Iran fired on a commercial vessel transiting the Strait of Hormuz and then formally rejected a U.N. plan to keep ships moving through the vital waterway—yet Washington's answer remains the same: more diplomacy, more money, more of the cycle that enriches everyone except the American taxpayer.

A cargo vessel was struck on its starboard side by an unidentified projectile 7.5 nautical miles southeast of Dahit, Oman, damaging the bridge, according to the United Kingdom Maritime Trade Operations. No casualties or pollution were reported. The attack came hours after Iran's Revolutionary Guard Corps warned that ships failing to obtain permission from the so-called Persian Gulf Strait Authority would face "consequences."

HotAir noted the timing: while not confirmed as an Iranian operation, the link between the warning and the subsequent attack "seems remarkably coincidental." The vessel was on the Oman side of the Strait—the very route the International Maritime Organization, a U.N. agency, established to bypass mines Iran laid in the traditional corridor after the U.S. and Israel attacked it on February 28.

Iran made its position official Thursday. The IRGC's naval arm, via state-run IRNA, declared the new route "unacceptable," the AP reported, saying it was established "without notice or coordination with the Islamic"—the statement cut off in AP's report, but the message is clear: Iran claims the Strait, and no international body overrides that claim.

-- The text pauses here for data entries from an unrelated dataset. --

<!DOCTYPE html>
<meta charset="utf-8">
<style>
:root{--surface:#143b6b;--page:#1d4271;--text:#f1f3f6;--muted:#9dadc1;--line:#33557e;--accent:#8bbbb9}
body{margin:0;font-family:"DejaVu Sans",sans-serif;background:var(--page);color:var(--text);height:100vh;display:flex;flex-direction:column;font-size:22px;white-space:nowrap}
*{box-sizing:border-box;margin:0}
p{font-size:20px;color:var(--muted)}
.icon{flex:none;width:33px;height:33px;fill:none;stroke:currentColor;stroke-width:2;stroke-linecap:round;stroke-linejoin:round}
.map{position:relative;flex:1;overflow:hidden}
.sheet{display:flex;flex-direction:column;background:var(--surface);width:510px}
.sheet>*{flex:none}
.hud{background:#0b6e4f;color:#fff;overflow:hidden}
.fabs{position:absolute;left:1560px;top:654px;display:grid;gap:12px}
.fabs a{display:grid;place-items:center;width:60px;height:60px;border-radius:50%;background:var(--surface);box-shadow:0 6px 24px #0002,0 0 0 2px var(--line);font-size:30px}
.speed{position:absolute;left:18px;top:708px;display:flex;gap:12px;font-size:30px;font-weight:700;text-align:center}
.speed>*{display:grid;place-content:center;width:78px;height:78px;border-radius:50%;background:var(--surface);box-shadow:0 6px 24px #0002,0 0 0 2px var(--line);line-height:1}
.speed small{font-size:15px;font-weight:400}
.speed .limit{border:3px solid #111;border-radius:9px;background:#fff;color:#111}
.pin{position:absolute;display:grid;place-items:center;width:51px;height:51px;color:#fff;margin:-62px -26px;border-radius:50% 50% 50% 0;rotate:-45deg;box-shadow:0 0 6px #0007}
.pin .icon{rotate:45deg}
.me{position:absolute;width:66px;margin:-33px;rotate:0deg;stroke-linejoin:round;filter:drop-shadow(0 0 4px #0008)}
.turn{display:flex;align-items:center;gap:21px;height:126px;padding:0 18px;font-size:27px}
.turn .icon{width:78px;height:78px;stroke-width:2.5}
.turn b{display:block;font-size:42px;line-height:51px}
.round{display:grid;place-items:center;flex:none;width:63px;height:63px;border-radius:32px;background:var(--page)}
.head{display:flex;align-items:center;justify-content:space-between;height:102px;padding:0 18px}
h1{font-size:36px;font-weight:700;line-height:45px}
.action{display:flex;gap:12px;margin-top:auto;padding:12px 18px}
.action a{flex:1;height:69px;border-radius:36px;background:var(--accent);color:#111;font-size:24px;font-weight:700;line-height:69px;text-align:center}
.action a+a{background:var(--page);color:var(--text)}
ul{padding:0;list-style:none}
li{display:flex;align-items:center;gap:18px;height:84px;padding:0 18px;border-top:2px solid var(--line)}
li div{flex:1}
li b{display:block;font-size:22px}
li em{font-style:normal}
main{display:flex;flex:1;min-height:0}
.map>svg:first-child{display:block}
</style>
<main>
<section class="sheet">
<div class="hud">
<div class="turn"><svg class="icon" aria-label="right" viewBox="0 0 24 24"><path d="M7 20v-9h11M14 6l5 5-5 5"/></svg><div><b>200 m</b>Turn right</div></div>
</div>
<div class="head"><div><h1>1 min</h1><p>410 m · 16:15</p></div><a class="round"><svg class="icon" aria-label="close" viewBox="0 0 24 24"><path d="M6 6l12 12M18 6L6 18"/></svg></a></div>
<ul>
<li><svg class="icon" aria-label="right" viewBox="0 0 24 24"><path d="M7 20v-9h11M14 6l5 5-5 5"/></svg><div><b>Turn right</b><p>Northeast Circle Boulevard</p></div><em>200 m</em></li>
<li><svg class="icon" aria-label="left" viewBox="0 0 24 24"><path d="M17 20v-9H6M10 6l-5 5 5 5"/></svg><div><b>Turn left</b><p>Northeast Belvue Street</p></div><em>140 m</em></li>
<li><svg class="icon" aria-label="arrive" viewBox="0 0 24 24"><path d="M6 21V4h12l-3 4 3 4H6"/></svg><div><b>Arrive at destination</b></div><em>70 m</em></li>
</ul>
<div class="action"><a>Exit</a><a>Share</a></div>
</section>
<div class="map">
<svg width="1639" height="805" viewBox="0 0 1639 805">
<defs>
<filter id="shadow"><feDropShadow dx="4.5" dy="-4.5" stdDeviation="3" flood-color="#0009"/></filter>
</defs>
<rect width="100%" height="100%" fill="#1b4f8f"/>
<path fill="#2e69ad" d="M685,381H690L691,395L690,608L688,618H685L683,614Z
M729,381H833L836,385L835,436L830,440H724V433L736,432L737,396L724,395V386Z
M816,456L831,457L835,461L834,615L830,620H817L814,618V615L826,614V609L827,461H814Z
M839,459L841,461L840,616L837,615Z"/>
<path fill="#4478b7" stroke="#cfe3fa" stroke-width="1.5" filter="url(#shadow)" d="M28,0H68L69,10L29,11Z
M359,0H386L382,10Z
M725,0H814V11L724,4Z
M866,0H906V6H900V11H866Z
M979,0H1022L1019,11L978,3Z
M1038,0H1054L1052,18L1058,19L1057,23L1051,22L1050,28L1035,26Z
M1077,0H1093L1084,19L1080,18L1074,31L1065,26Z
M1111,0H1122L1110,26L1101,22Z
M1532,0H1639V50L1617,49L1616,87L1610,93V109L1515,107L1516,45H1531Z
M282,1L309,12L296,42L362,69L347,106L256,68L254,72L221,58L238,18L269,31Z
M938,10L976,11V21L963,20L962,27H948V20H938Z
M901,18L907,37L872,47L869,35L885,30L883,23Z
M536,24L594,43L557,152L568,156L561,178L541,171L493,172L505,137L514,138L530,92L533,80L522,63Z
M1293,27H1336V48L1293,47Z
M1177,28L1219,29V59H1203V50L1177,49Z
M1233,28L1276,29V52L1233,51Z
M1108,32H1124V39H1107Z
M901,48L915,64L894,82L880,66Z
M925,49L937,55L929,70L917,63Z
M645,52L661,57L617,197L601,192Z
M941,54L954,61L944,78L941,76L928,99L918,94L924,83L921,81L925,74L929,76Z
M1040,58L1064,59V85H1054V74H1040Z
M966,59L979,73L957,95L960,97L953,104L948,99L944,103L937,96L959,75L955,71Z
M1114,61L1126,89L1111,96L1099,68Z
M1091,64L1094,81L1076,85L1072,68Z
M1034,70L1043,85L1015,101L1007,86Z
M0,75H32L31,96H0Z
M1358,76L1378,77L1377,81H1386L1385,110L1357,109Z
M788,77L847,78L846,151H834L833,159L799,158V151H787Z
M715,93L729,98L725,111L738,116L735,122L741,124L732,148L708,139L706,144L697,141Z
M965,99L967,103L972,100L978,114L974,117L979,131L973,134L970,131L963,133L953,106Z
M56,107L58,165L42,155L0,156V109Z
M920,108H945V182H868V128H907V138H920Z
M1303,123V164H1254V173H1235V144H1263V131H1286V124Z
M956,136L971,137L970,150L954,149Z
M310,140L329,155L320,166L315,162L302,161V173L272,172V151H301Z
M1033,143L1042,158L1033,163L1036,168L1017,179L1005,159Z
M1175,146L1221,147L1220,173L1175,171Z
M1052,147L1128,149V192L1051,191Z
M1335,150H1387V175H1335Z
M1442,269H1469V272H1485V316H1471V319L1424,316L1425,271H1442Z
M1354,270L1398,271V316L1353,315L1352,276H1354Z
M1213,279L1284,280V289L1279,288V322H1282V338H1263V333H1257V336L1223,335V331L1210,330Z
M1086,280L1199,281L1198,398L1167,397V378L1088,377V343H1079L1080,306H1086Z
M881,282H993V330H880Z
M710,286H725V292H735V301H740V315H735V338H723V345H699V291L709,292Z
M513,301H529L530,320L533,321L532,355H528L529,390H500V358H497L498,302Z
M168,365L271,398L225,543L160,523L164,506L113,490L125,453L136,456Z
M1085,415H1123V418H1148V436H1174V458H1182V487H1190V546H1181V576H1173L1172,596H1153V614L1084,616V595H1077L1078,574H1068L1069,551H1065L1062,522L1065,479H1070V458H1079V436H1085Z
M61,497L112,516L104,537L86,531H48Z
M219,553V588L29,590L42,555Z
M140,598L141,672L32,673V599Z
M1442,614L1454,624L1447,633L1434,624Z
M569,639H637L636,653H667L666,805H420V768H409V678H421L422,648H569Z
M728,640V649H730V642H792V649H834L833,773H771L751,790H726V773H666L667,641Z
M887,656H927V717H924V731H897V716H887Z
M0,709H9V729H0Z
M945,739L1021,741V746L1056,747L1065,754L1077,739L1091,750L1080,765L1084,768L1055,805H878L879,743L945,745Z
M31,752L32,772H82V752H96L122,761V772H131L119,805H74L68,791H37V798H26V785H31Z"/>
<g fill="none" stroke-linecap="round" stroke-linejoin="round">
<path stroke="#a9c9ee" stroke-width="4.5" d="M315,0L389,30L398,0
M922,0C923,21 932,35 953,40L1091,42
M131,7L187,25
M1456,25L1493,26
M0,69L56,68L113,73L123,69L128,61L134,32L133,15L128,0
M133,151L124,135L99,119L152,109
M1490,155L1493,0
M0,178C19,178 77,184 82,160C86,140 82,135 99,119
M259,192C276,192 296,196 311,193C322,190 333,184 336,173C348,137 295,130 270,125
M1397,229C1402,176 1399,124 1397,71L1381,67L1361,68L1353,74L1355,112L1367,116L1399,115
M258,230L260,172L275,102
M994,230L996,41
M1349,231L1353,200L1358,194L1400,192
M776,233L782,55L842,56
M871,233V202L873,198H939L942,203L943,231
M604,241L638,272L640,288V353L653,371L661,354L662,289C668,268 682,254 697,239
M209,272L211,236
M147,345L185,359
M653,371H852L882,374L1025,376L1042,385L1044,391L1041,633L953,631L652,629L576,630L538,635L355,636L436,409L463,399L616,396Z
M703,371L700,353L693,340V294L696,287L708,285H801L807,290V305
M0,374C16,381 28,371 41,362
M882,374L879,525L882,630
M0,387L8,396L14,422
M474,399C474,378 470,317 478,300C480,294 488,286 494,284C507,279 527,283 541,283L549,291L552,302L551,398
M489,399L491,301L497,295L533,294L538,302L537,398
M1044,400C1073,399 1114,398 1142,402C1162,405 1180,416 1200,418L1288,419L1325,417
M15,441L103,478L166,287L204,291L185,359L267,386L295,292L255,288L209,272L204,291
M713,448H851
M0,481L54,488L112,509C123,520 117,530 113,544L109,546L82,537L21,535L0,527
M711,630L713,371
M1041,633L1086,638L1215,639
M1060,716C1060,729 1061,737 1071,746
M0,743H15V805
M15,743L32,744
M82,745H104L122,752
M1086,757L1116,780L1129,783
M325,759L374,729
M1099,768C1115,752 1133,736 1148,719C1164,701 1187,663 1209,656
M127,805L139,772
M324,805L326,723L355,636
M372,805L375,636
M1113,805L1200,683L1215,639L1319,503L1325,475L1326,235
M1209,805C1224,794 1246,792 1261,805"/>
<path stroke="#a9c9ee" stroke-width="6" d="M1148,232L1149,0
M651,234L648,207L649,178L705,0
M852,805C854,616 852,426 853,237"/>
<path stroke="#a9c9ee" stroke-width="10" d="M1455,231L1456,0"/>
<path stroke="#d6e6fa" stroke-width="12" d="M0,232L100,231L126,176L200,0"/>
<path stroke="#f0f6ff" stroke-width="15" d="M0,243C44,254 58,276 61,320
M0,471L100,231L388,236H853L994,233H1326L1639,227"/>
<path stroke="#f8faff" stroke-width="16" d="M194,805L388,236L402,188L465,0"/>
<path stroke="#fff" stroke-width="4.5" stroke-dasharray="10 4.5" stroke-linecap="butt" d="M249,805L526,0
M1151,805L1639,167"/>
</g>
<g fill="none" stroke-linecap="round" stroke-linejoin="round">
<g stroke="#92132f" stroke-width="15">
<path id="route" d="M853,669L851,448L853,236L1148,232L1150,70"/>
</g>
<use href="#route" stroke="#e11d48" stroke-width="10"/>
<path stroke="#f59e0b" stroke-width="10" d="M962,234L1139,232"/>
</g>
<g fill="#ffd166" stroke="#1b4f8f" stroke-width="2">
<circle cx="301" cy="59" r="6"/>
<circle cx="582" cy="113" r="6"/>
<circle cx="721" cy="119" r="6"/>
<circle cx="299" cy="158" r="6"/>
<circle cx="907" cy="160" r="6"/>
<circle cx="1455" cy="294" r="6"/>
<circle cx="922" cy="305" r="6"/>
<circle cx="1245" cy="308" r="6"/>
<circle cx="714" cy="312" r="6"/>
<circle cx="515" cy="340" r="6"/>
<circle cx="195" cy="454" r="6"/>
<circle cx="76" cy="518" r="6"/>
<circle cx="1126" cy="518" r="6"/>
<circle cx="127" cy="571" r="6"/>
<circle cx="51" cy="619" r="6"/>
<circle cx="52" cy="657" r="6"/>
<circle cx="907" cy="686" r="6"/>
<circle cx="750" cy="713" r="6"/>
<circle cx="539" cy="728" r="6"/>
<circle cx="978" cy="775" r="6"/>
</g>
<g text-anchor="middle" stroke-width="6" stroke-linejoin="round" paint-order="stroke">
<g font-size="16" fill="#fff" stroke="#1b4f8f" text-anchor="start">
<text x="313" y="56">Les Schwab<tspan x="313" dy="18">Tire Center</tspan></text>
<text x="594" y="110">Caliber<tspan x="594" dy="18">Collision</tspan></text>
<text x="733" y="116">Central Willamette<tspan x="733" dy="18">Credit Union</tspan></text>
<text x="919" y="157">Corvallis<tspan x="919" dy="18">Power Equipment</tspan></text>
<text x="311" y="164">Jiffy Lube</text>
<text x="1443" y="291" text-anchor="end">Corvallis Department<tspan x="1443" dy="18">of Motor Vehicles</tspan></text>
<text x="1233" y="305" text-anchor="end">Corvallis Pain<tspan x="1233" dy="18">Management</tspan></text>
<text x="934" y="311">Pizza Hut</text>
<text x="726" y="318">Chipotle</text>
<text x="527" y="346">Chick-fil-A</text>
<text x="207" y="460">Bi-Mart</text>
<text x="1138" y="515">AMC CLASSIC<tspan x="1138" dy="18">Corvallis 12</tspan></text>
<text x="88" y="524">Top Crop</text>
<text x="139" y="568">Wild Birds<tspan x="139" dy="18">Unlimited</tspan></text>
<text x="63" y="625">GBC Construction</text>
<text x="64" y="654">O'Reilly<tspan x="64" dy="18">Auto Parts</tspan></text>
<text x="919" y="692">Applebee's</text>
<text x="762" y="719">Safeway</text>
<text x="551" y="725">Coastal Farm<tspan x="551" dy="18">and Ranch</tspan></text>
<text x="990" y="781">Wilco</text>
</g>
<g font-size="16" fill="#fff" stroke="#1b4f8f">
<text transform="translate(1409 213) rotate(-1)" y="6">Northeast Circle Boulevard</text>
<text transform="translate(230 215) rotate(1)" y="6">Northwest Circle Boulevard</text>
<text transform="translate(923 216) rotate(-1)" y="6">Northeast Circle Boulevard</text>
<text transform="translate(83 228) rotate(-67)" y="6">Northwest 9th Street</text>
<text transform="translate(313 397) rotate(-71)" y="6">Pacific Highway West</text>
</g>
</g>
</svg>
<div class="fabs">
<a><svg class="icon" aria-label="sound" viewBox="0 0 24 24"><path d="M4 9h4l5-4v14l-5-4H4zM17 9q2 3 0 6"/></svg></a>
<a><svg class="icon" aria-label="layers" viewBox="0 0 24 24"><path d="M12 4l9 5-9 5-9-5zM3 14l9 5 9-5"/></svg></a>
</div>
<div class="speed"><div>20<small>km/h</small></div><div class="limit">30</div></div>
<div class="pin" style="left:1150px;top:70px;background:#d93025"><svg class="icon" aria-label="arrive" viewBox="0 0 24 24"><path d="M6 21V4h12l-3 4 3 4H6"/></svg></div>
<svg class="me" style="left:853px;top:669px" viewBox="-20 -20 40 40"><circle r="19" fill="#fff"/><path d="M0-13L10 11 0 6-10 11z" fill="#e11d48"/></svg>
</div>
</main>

This is the regime operating under a 60-day memorandum of understanding with the United States—a deal President Trump and Iranian leaders are simultaneously negotiating in public while trading threats and claiming concessions the other side denies. Oil briefly dipped below $73 per barrel, the prewar price, as markets bet the situation improves. But the situation is not improving. Traffic through the Strait hit 78 transits Wednesday, per S&P Global—still well below the prewar average of 130 or more. Ships are running a gauntlet.

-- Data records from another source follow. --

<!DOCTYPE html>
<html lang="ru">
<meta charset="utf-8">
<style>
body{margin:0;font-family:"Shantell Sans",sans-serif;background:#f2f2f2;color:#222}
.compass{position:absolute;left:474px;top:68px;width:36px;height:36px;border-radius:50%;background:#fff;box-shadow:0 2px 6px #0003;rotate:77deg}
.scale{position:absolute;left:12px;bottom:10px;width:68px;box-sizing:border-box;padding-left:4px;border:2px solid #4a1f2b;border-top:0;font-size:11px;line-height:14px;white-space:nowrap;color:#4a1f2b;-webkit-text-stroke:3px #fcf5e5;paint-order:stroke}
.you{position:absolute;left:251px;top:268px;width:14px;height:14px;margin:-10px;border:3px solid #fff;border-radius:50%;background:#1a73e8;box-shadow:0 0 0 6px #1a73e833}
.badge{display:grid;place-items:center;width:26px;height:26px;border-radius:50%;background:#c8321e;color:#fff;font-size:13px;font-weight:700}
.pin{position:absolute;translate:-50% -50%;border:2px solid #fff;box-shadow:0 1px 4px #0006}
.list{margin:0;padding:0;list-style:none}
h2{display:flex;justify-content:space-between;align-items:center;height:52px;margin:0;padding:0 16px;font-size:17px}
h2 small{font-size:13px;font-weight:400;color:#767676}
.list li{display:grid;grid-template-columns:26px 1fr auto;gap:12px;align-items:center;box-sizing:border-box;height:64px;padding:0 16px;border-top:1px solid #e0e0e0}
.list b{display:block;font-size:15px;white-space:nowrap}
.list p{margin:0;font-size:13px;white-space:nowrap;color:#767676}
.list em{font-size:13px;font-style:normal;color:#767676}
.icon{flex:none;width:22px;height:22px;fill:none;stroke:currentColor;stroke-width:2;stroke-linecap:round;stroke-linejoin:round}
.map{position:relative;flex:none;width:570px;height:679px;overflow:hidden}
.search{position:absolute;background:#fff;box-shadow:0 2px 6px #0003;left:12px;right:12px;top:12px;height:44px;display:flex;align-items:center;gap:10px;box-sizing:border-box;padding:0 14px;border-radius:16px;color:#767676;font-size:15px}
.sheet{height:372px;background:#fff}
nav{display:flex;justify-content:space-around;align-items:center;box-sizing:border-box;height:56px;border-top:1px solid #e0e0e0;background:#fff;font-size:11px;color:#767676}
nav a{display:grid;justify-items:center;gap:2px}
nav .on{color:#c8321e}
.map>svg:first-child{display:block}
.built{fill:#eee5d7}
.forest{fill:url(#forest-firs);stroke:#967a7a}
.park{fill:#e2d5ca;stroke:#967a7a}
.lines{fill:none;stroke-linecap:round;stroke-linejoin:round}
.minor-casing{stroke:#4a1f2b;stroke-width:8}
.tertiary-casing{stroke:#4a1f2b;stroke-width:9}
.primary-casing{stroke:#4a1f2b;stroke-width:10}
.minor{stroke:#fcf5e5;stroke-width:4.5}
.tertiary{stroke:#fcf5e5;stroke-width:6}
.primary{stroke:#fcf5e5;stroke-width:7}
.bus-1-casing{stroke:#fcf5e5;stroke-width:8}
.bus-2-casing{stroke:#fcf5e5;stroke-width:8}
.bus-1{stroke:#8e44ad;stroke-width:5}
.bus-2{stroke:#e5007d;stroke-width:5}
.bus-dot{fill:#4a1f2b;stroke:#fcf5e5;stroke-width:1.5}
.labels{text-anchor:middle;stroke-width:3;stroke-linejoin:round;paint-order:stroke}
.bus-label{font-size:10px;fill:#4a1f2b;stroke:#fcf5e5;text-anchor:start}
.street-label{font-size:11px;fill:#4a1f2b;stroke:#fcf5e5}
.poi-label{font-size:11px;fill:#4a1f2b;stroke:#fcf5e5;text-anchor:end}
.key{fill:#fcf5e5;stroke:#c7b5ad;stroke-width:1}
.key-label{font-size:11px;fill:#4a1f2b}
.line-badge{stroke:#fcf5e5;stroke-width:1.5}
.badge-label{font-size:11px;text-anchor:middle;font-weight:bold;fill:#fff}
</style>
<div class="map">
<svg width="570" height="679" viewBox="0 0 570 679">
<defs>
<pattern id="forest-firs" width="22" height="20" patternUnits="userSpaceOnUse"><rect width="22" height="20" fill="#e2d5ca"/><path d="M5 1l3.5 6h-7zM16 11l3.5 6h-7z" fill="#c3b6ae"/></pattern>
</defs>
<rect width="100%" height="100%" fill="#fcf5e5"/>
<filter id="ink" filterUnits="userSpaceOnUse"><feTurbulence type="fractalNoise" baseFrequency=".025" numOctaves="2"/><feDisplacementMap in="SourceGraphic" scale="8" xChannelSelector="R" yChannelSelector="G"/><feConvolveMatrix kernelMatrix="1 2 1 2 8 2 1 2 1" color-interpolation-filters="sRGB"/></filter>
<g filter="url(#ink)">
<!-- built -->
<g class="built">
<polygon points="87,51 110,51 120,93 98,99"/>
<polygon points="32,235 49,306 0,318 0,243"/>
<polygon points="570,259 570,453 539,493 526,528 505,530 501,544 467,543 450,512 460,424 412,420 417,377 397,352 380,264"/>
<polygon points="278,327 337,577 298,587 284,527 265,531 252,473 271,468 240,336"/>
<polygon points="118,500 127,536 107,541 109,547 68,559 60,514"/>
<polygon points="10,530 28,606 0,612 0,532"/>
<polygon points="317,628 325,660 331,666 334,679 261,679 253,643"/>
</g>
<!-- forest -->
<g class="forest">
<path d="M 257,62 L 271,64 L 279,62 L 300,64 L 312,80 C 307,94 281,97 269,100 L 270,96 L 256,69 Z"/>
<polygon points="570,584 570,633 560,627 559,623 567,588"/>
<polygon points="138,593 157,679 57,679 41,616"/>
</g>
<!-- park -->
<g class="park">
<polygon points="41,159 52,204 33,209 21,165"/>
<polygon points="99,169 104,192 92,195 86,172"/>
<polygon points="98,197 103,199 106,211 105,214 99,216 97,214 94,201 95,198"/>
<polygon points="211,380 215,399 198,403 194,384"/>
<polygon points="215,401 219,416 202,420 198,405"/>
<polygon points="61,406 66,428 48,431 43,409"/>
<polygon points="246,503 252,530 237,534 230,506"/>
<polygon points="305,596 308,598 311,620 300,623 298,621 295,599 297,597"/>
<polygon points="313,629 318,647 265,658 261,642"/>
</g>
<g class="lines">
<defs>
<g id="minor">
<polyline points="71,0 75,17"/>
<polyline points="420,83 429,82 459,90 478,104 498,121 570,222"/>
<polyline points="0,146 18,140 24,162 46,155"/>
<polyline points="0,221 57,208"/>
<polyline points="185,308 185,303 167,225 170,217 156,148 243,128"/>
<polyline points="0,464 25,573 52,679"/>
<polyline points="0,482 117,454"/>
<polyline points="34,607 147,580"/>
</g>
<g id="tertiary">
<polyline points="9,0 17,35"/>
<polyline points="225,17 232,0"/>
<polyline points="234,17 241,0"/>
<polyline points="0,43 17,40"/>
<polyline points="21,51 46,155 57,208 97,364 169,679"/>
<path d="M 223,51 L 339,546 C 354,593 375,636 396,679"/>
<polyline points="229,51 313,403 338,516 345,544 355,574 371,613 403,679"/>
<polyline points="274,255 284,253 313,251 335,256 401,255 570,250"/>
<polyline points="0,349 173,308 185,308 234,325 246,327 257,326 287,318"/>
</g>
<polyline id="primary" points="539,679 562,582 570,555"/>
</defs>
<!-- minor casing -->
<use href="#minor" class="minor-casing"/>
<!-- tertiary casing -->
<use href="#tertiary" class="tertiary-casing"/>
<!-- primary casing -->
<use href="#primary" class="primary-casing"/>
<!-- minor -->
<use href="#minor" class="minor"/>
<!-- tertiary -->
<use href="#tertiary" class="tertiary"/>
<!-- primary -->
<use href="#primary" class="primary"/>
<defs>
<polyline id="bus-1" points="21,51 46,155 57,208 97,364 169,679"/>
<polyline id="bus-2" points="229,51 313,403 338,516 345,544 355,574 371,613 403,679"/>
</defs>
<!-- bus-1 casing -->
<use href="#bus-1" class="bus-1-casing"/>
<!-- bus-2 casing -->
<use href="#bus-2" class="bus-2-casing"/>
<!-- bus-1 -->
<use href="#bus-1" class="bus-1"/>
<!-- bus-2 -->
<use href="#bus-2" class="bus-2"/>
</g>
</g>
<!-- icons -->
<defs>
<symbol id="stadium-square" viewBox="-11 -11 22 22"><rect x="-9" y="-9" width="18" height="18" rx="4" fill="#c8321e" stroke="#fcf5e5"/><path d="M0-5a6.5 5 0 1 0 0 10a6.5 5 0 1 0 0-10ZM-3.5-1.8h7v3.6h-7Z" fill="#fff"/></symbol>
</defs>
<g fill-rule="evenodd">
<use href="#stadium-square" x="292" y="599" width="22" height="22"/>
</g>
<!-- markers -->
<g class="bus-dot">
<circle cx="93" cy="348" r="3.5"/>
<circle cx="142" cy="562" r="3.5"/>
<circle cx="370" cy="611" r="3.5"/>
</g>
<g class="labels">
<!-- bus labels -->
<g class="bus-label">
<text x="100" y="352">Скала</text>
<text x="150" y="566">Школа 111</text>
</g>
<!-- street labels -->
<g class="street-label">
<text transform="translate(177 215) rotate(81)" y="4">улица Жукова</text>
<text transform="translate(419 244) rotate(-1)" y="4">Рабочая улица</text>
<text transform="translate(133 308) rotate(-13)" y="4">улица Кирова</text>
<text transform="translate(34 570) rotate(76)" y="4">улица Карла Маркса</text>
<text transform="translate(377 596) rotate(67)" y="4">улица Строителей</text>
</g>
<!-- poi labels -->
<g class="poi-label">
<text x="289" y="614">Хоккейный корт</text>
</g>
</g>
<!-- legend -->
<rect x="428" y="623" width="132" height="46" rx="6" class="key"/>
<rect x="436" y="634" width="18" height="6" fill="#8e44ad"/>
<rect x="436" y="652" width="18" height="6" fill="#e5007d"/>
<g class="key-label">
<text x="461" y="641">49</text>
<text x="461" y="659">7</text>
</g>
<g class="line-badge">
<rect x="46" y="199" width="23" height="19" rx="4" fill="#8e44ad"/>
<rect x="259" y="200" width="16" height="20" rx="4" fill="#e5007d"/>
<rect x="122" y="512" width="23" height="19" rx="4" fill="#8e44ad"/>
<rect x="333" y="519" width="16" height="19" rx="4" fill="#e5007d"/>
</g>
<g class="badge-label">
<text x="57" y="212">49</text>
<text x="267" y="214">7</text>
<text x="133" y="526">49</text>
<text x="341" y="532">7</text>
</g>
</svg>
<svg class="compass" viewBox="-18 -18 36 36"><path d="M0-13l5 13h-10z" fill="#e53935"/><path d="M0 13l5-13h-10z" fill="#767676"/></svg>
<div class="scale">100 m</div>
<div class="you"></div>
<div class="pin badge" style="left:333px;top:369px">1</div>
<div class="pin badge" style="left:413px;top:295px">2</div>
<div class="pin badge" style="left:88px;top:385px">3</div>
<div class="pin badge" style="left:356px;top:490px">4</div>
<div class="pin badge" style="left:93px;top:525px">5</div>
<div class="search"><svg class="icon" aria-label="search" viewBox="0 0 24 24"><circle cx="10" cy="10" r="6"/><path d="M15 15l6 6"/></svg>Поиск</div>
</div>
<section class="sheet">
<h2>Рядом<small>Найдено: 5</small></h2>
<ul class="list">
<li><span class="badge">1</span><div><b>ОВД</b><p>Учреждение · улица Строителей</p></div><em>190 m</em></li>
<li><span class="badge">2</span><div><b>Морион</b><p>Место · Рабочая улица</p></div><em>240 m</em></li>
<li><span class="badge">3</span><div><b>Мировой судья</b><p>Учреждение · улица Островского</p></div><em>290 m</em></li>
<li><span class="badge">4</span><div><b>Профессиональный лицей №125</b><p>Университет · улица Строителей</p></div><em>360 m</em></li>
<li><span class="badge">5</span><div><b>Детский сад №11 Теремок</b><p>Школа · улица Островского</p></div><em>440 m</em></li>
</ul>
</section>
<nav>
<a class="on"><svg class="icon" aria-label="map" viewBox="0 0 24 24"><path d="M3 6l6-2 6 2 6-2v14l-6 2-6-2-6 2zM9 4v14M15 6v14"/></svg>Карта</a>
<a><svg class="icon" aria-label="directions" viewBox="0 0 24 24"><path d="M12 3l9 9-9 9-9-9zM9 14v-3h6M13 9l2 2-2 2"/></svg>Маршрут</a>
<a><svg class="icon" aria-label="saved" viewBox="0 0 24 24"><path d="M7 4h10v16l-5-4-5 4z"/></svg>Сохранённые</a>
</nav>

The U.S. Air Force deployed at least five KC-135 Stratotankers over the Strait following the attack, according to OSINT tracking. American hardware, American fuel, American personnel—responding to a crisis the current diplomatic framework was supposed to prevent.

Senators just approved $87.6 billion in Pentagon funding explicitly to counter Iran. Follow the money: the defense contractors who build those tankers and the weapons systems that accompany them profit every time Tehran provokes and Washington appeases. The shipping companies pay higher insurance. The oil markets stay volatile. And the American taxpayer funds the entire apparatus—both the diplomacy that fails and the military response that follows.

Richard Meade, editor-in-chief at Lloyd's List, called operators moving through now "opportunistic," saying they are "emboldened by the lower transit risk, or at least the perceived lower transit risk." That perception took a hit when a projectile struck a bridge in Omani waters.

The question is not whether Iran will escalate again. The IRGC intends to use this leverage. The question is how many billions the American public will spend on a cycle of provocation and appeasement before someone in Washington demands a defined U.S. interest, a cost, and an exit.